Contrariamente a lo cabría esperar, el encuentro con los grandes temas de la
época moderna no se produjo en la gran Constitución pastoral, sino en dos
documentos menores cuya importancia sólo se puso de relieve poco a poco con la recepción
del concilio. El primero es la
Declaración sobre la libertad religiosa, solicitada y
preparada con gran esmero especialmente por el episcopado americano. La
doctrina sobre la tolerancia, tal como había sido elaborada en sus detalles por
Pío XII, no resultaba suficiente ante la evolución del pensamiento filosófico y
la autocomprensión del Estado moderno. Se trataba de la libertad de elegir y de
practicar la religión, y de la libertad de cambiarla, como derechos a las
libertades fundamentales del hombre. Dadas sus razones más íntimas, esa
concepción no podía ser ajena a la fe cristiana, que había entrado en el mundo
con la pretensión de que el Estado no pudiera decidir sobre la verdad y no
pudiera exigir ningún tipo de culto. La fe cristiana reivindicaba la libertad a
la convicción religiosa y a practicarla en el culto, sin que se violara con
ello el derecho del Estado en su propio ordenamiento: los cristianos rezaban
por el emperador, pero no lo veneraban. Desde este punto de vista, se puede
afirmar que el cristianismo trajo al mundo con su nacimiento el principio de la
libertad de religión. Sin embargo, la interpretación de este derecho a la
libertad en el contexto del pensamiento moderno en cualquier caso era difícil,
pues podía parecer que la versión moderna de la libertad de religión presuponía
la imposibilidad de que el hombre accediera a la verdad, y desplazaba así la
religión de su propio fundamento hacia el ámbito de lo subjetivo. Fue
ciertamente providencial que, trece años después de la conclusión del concilio,
el Papa Juan Pablo II llegara de un país en el que la libertad de religión era
rechazada a causa del marxismo, es decir, de una forma particular de filosofía
estatal moderna. El Papa procedía también de una situación parecida a la de la Iglesia antigua, de modo
que resultó nuevamente visible el íntimo ordenamiento de la fe al tema de la
libertad, sobre todo a la libertad de religión y de culto.
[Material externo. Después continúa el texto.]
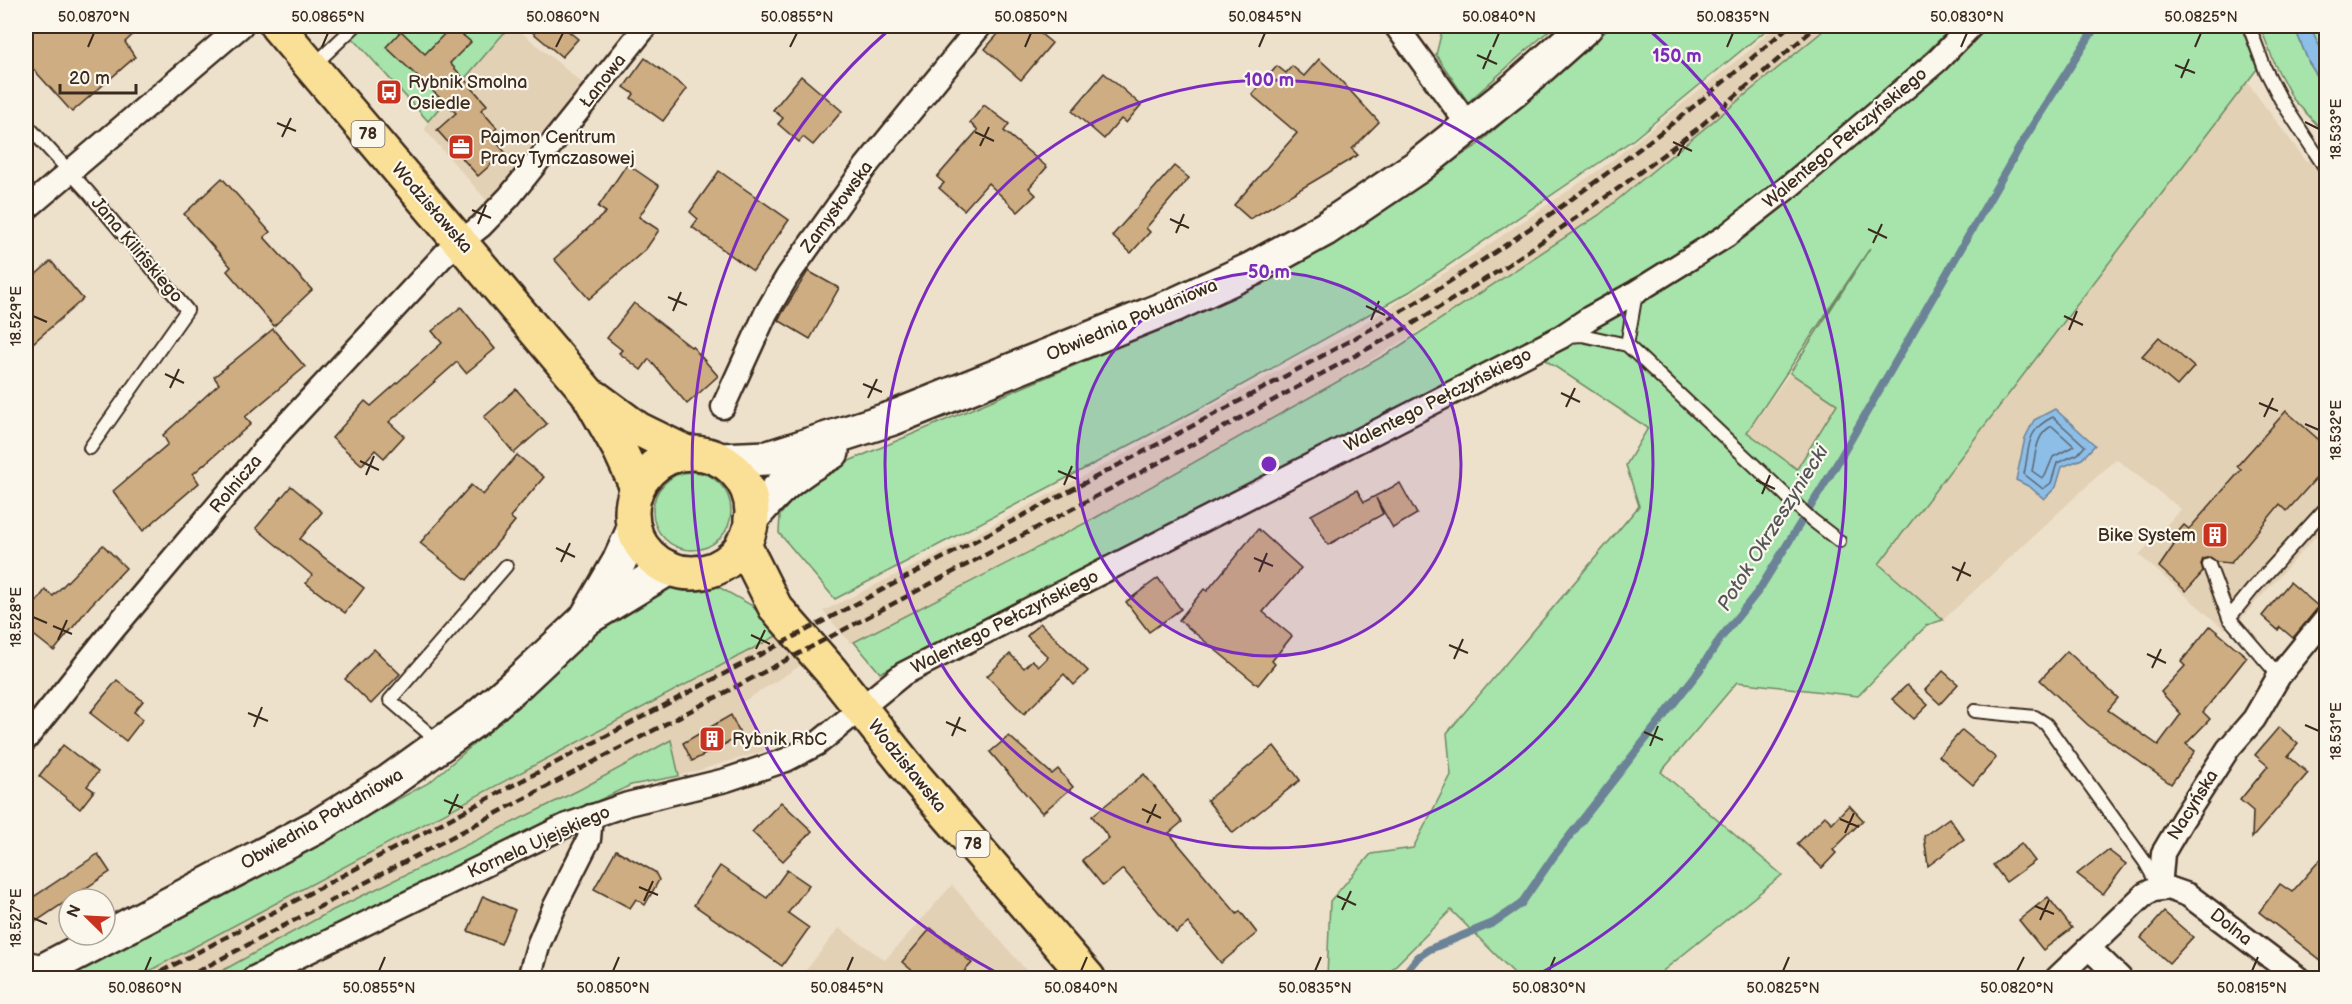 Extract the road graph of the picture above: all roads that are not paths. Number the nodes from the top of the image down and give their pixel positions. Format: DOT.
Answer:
graph roads {
  1 [pos="241,26"];
  2 [pos="277,26"];
  3 [pos="355,26"];
  4 [pos="646,26"];
  5 [pos="980,26"];
  6 [pos="1396,26"];
  7 [pos="1586,26"];
  8 [pos="1971,26"];
  9 [pos="2249,26"];
  10 [pos="312,67"];
  11 [pos="26,124"];
  12 [pos="1469,126"];
  13 [pos="2326,169"];
  14 [pos="70,172"];
  15 [pos="26,209"];
  16 [pos="462,242"];
  17 [pos="1636,291"];
  18 [pos="1561,337"];
  19 [pos="1627,345"];
  20 [pos="587,392"];
  21 [pos="723,407"];
  22 [pos="893,417"];
  23 [pos="90,448"];
  24 [pos="687,453"];
  25 [pos="720,460"];
  26 [pos="638,487"];
  27 [pos="2326,508"];
  28 [pos="634,529"];
  29 [pos="747,531"];
  30 [pos="1839,541"];
  31 [pos="2209,565"];
  32 [pos="506,566"];
  33 [pos="669,568"];
  34 [pos="706,571"];
  35 [pos="775,607"];
  36 [pos="587,618"];
  37 [pos="2229,618"];
  38 [pos="2326,618"];
  39 [pos="2279,676"];
  40 [pos="860,708"];
  41 [pos="1975,711"];
  42 [pos="26,739"];
  43 [pos="442,745"];
  44 [pos="591,816"];
  45 [pos="2160,888"];
  46 [pos="2089,948"];
  47 [pos="36,967"];
  48 [pos="254,978"];
  49 [pos="529,978"];
  50 [pos="1088,978"];
  51 [pos="2057,978"];
  52 [pos="2120,978"];
  53 [pos="2298,978"];
  1 -- 14 [label="street"];
  2 -- 10 [label="main road, Wodzisławska / 78"];
  3 -- 10 [label="lane"];
  4 -- 16 [label="street, Łanowa"];
  5 -- 21 [label="street, Zamysłowska"];
  6 -- 12 [label="street"];
  7 -- 12 [label="main road, Obwiednia Południowa"];
  8 -- 17 [label="street, Walentego Pełczyńskiego"];
  9 -- 13 [label="lane"];
  10 -- 16 [label="main road, Wodzisławska / 78"];
  11 -- 14 [label="lane"];
  12 -- 22 [label="main road, Obwiednia Południowa"];
  14 -- 15 [label="street"];
  14 -- 23 [label="lane, Jana Kilińskiego"];
  16 -- 20 [label="main road, Wodzisławska / 78"];
  16 -- 42 [label="street, Rolnicza"];
  17 -- 18 [label="street, Walentego Pełczyńskiego"];
  17 -- 19 [label="lane"];
  18 -- 19 [label="lane"];
  18 -- 40 [label="street, Walentego Pełczyńskiego"];
  19 -- 30 [label="lane"];
  20 -- 24 [label="main road, Wodzisławska / 78"];
  20 -- 26 [label="main road, Wodzisławska / 78"];
  22 -- 25 [label="main road, Obwiednia Południowa"];
  22 -- 29 [label="main road, Obwiednia Południowa"];
  24 -- 25 [label="main road, 78"];
  24 -- 26 [label="main road"];
  25 -- 29 [label="main road, 78"];
  26 -- 28 [label="main road"];
  27 -- 37 [label="lane"];
  28 -- 33 [label="main road"];
  28 -- 36 [label="main road, Obwiednia Południowa"];
  29 -- 34 [label="main road"];
  29 -- 35 [label="main road, Wodzisławska / 78"];
  31 -- 37 [label="lane"];
  32 -- 43 [label="lane"];
  33 -- 34 [label="main road, 78"];
  33 -- 36 [label="main road, Obwiednia Południowa"];
  34 -- 35 [label="main road, Wodzisławska / 78"];
  35 -- 40 [label="main road, Wodzisławska / 78"];
  36 -- 43 [label="main road, Obwiednia Południowa"];
  37 -- 39 [label="lane"];
  38 -- 39 [label="street, Nacyńska"];
  39 -- 45 [label="street, Nacyńska"];
  40 -- 44 [label="street, Kornela Ujejskiego"];
  40 -- 50 [label="main road, Wodzisławska / 78"];
  41 -- 45 [label="lane"];
  43 -- 47 [label="main road, Obwiednia Południowa"];
  44 -- 48 [label="street, Kornela Ujejskiego"];
  44 -- 49 [label="street"];
  45 -- 46 [label="street"];
  45 -- 53 [label="street, Dolna"];
  46 -- 51 [label="street"];
  46 -- 52 [label="street"];
}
El segundo documento que luego resultaría importante para el encuentro de la Iglesia con la modernidad
nació casi por casualidad, y creció en varios estratos. Me refiero a la Declaración “Nostra
aetate” sobre las relaciones de la
Iglesia con las religiones no cristianas. Inicialmente se
tenía la intención de preparar una declaración sobre las relaciones entre la Iglesia y el judaísmo,
texto que resultaba intrínsecamente necesario después de los horrores de la Shoah. Los padres
conciliares de los países árabes no se opusieron a ese texto, pero explicaron
que, si se quería hablar del judaísmo, también se debía hablar del islam. Hasta
qué punto tenían razón al respecto, lo hemos ido comprendiendo en Occidente
sólo poco a poco. Por último, creció la intuición de que era justo hablar
también de otras dos grandes religiones — el hinduismo y el budismo —, así como
del tema de la religión en general. A eso se añadió luego espontáneamente una
breve instrucción sobre el diálogo y la colaboración con las religiones, cuyos
valores espirituales, morales y socioculturales debían ser reconocidos,
conservados y desarrollados (n. 2). Así, en un documento preciso y
extraordinariamente denso, se inauguró un tema cuya importancia todavía no era
previsible en aquel momento. La tarea que ello implica, el esfuerzo que es
necesario hacer aún para distinguir, clarificar y comprender, resulta cada vez
más patente. En el proceso de recepción activa poco a poco se fue viendo
también una debilidad de este texto de por sí extraordinario: habla de las
religiones sólo de un modo positivo, ignorando las formas enfermizas y
distorsionadas de religión, que desde el punto de vista histórico y teológico
tienen un gran alcance; por eso la fe cristiana ha sido muy crítica desde el
principio respecto a la religión, tanto hacia el interior como hacia el
exterior.
Mientras que al comienzo del concilio habían prevalecido los episcopados del
centro de Europa con sus teólogos, en el curso de las fases conciliares se
amplió cada vez más el radio del trabajo y de la responsabilidad común. Los
obispos se consideraban aprendices en la escuela del Espíritu Santo y en la
escuela de la colaboración recíproca, pero lo hacían como servidores de la Palabra de Dios, que
vivían y actuaban en la fe. Los padres conciliares no podían y no querían crear
una Iglesia nueva, diversa. No tenían ni el mandato ni el encargo de hacerlo.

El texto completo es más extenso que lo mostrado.